WORK ORDER: Report back every line from the entries below in which the word "المهدی" occurs.

(Stored items)
Content starts
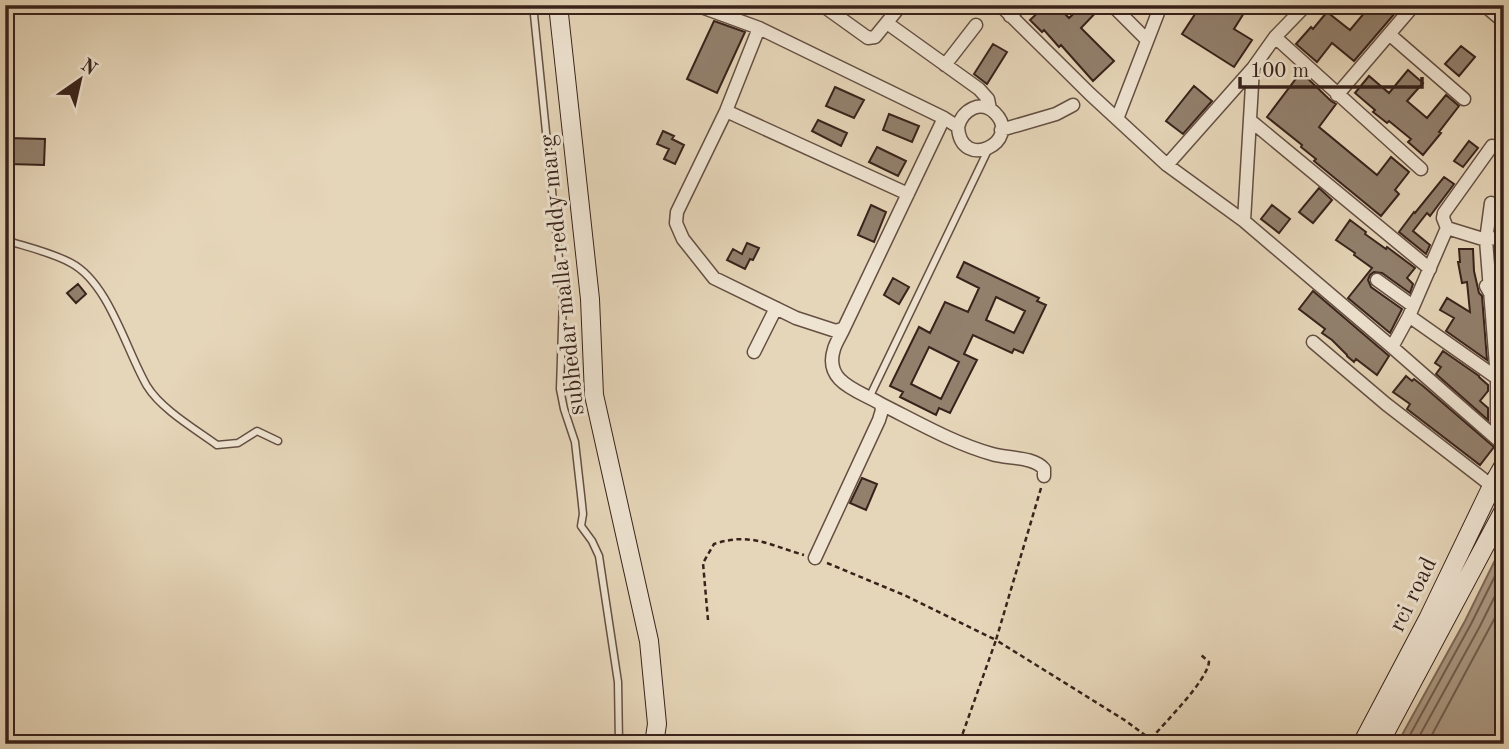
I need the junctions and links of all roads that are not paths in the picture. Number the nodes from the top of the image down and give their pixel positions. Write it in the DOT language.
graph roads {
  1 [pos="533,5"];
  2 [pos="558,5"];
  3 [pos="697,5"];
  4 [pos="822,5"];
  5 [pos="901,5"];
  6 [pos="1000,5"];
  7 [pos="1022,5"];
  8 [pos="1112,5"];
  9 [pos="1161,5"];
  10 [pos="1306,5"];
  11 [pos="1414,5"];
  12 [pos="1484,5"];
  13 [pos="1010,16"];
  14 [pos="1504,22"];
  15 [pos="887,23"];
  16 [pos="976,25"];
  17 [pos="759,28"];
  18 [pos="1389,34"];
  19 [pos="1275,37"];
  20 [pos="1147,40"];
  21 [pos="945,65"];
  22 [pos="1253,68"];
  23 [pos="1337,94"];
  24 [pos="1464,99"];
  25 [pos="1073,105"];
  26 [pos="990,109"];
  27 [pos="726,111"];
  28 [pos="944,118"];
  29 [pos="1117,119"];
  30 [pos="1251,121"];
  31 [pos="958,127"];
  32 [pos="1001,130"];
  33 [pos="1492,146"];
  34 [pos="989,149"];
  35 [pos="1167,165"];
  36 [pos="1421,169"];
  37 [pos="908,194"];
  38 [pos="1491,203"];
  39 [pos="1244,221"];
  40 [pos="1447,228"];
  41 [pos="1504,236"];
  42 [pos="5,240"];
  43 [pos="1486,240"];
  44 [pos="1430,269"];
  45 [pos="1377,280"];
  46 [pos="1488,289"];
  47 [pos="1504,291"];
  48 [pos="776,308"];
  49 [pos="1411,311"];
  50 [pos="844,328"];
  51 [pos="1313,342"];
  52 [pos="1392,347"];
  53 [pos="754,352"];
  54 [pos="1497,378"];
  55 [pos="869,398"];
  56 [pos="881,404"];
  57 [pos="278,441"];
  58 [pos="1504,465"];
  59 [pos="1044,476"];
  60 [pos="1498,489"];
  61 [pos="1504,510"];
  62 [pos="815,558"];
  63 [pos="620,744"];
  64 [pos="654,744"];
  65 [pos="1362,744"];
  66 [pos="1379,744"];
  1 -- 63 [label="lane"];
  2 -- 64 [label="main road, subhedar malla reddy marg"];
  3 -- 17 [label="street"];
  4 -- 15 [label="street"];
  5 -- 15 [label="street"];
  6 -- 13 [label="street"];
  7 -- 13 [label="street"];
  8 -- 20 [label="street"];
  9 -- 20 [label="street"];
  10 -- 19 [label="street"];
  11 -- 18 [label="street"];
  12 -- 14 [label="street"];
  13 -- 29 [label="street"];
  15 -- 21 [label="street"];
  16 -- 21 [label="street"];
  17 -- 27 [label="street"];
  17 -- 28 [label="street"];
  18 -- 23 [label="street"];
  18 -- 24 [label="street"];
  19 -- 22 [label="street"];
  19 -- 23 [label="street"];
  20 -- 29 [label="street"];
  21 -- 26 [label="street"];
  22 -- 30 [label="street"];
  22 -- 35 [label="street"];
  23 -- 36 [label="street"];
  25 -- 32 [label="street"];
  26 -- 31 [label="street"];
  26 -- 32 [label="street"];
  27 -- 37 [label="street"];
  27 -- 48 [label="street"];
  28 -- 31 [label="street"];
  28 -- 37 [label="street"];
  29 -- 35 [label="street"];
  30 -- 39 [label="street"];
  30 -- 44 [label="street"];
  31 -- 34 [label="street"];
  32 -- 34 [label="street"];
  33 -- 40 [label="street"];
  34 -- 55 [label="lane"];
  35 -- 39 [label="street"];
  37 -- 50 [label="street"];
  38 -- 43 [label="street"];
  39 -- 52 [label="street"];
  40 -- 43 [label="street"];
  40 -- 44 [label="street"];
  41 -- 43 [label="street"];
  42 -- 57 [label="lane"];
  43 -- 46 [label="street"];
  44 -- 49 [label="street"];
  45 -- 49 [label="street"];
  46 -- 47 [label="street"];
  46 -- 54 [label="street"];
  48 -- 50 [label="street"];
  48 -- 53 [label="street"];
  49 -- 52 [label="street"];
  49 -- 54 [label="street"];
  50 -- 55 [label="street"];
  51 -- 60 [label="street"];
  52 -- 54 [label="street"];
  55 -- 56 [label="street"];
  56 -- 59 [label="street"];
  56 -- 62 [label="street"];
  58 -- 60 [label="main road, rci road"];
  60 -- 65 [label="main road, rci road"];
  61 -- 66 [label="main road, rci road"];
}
Content ends
Content starts
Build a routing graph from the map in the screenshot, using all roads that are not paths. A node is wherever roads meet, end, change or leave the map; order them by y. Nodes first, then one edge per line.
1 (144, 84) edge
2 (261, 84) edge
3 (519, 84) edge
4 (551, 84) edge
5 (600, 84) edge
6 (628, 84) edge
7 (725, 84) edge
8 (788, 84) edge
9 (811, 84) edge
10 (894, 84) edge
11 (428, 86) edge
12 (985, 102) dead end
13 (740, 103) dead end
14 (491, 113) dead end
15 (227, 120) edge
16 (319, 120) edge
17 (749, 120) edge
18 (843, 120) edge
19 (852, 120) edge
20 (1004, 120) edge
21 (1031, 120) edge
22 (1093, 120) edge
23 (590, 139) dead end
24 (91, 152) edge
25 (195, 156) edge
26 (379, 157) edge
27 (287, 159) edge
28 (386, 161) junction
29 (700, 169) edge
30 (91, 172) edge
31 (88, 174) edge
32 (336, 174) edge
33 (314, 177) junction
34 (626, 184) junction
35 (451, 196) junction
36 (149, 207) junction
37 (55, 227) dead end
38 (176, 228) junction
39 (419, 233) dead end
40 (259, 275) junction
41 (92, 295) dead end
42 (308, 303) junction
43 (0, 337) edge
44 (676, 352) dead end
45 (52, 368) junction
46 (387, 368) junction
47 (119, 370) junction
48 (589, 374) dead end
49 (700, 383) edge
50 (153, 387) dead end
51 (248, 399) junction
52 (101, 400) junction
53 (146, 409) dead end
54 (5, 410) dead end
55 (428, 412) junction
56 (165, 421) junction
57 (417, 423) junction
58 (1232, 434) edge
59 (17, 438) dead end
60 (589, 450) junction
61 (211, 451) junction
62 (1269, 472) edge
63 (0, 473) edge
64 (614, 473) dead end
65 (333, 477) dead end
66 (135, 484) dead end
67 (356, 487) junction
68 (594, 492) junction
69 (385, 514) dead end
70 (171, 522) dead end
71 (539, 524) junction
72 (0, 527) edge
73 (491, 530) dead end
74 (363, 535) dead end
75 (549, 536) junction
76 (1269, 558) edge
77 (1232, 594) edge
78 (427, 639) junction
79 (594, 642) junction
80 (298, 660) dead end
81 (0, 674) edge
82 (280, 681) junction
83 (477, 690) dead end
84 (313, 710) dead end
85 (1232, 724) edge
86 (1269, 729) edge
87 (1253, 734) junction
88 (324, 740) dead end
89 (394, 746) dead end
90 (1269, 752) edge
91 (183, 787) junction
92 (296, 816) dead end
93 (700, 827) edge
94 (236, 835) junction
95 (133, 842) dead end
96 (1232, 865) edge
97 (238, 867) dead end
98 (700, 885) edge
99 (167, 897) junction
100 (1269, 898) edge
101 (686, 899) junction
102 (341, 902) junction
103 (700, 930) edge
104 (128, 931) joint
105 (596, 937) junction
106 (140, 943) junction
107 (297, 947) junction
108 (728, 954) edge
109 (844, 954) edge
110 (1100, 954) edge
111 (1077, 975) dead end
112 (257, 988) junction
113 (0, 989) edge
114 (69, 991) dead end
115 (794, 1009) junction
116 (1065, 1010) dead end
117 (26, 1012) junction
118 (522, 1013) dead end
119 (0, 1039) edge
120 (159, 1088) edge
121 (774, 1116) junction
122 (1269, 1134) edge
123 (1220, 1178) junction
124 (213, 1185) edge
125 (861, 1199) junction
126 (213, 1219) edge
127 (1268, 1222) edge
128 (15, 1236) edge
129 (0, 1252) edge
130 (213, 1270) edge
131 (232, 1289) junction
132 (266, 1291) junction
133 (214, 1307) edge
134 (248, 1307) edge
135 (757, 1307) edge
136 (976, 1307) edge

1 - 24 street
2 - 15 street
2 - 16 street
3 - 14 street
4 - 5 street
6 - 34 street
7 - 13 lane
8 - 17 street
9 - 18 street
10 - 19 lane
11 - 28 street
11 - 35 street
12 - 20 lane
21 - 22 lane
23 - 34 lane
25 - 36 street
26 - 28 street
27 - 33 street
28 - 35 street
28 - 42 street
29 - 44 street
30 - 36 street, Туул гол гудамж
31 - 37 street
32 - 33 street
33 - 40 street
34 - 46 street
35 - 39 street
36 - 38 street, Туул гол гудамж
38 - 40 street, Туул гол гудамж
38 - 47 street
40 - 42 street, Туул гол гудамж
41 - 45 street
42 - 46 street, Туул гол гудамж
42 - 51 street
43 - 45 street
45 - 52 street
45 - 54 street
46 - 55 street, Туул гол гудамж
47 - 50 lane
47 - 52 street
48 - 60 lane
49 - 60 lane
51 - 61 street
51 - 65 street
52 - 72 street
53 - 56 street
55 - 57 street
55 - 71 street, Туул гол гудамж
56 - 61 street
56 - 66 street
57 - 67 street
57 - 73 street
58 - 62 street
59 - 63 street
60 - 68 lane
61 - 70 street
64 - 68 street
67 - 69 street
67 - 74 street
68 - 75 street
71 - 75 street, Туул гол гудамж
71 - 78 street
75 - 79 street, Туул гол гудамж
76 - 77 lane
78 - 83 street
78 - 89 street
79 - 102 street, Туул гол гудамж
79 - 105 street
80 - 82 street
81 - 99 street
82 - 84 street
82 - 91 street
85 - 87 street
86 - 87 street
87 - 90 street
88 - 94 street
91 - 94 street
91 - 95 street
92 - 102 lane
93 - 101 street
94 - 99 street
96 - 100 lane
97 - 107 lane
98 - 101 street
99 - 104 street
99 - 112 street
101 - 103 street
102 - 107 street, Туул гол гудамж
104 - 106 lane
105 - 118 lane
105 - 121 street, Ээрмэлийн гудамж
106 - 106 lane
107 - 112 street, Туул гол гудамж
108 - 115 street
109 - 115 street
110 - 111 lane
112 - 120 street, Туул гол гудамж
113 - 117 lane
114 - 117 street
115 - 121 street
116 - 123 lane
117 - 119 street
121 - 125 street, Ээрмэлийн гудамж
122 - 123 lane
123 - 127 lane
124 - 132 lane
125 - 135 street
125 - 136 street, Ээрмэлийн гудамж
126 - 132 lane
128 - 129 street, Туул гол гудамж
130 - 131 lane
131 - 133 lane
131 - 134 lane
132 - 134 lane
Content ends
Content starts
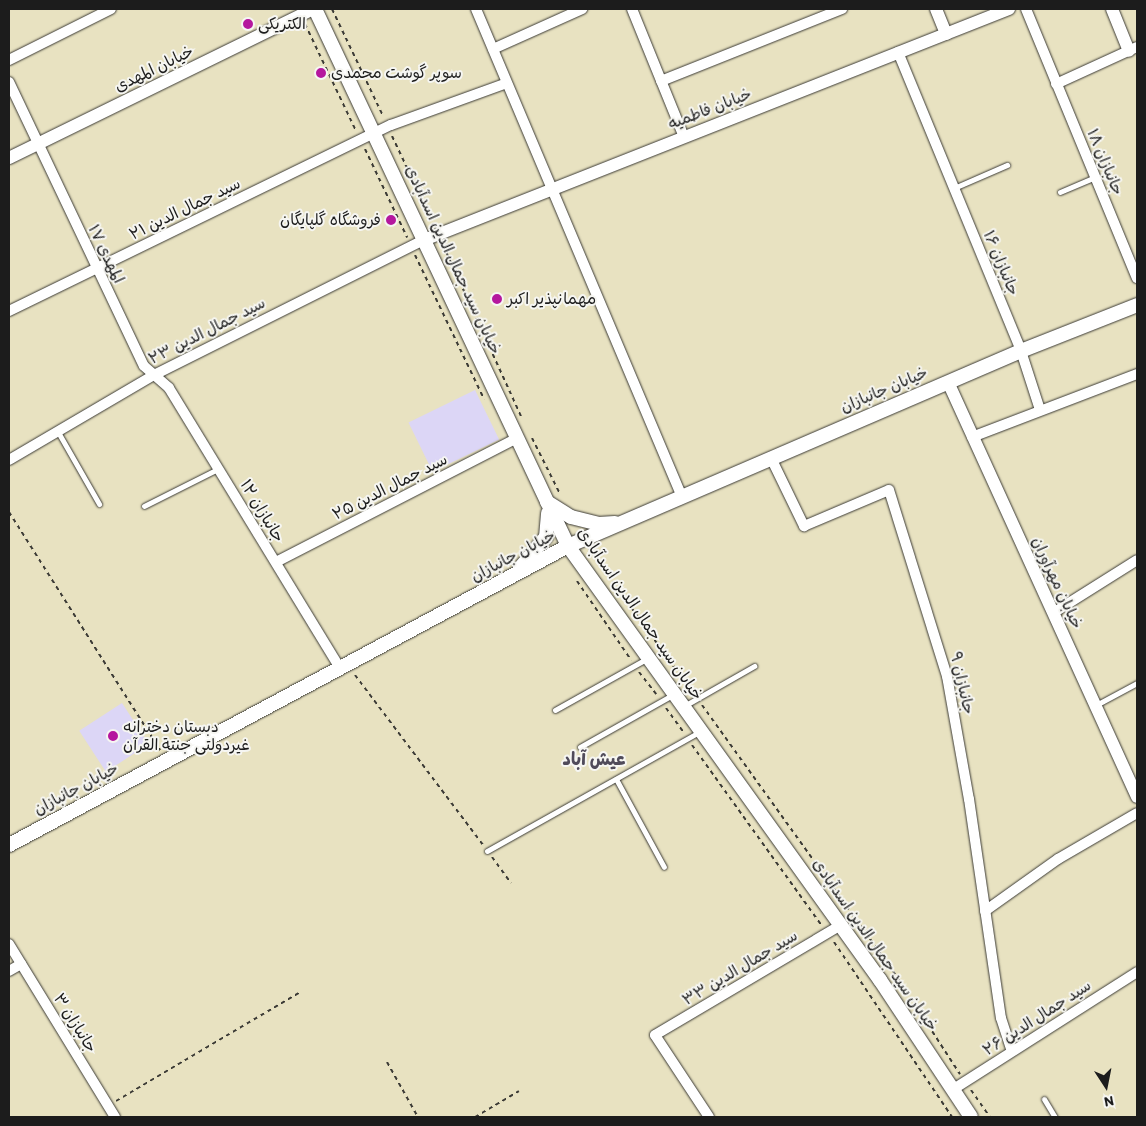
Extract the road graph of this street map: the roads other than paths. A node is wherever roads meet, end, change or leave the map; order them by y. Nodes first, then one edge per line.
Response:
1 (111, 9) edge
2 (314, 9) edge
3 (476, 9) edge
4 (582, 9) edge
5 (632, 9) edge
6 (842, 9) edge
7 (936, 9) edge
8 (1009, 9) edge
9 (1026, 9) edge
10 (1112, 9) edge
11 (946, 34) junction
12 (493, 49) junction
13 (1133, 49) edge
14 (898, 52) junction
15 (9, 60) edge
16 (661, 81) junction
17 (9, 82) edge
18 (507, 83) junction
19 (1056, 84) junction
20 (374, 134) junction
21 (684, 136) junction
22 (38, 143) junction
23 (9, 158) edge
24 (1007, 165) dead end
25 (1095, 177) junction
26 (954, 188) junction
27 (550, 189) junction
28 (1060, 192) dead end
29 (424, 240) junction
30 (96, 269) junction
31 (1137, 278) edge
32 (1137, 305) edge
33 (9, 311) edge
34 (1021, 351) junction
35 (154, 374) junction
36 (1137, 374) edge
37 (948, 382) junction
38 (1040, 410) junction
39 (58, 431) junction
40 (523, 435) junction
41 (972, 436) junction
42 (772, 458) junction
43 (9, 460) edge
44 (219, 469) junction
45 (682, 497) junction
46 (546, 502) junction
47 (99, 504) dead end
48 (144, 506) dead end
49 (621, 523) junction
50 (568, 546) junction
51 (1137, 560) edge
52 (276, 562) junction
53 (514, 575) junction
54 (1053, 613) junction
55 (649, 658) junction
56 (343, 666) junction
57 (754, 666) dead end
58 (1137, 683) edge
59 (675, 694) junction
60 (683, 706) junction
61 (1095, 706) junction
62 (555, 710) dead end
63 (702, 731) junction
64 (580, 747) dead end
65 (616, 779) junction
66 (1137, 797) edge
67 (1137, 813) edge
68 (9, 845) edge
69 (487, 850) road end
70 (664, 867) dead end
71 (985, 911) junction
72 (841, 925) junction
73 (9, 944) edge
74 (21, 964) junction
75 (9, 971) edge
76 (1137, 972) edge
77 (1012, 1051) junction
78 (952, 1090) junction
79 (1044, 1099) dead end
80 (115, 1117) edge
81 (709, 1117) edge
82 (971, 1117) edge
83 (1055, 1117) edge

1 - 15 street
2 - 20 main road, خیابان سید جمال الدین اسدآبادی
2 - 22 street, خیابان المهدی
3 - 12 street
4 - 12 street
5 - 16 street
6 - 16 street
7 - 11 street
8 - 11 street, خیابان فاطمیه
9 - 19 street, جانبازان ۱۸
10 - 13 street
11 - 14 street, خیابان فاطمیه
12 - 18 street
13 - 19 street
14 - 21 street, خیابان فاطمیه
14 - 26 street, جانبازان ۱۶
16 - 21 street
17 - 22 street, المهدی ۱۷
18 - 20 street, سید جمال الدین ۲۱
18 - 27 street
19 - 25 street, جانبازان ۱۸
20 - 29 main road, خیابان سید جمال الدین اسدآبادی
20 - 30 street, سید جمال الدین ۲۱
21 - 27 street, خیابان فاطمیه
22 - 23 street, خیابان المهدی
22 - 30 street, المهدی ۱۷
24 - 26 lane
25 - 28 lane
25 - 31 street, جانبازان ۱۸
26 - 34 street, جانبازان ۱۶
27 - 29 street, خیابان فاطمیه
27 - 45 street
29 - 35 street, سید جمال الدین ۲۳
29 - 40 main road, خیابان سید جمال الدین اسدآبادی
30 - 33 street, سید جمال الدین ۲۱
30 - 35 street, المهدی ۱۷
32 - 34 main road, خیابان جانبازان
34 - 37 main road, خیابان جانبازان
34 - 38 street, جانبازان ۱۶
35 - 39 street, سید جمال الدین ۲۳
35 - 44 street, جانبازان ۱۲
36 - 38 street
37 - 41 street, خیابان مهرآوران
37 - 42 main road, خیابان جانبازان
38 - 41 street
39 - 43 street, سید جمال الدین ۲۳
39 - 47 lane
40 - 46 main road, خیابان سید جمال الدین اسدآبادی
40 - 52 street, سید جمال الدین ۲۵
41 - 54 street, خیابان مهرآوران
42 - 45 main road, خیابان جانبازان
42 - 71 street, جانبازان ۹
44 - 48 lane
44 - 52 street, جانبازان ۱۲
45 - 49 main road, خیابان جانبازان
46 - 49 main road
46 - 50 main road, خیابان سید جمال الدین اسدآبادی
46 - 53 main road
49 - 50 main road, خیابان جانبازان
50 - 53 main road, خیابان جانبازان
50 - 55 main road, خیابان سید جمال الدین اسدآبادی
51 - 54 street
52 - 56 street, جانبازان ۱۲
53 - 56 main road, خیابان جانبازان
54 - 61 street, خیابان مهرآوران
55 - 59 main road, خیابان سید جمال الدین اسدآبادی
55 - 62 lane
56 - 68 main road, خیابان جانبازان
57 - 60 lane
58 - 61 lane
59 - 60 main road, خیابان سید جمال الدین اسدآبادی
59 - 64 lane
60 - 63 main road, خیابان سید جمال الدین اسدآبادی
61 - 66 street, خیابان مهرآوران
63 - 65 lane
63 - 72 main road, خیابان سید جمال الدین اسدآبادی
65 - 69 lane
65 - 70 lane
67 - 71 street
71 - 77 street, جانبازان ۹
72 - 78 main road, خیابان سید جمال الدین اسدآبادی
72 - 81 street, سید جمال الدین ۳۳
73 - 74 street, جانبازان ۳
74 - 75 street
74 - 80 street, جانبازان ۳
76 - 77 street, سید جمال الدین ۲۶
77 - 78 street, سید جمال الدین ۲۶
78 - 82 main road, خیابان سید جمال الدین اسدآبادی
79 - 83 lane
Content ends
ANSWER:
2 - 22 street, خیابان المهدی
17 - 22 street, المهدی ۱۷
22 - 23 street, خیابان المهدی
22 - 30 street, المهدی ۱۷
30 - 35 street, المهدی ۱۷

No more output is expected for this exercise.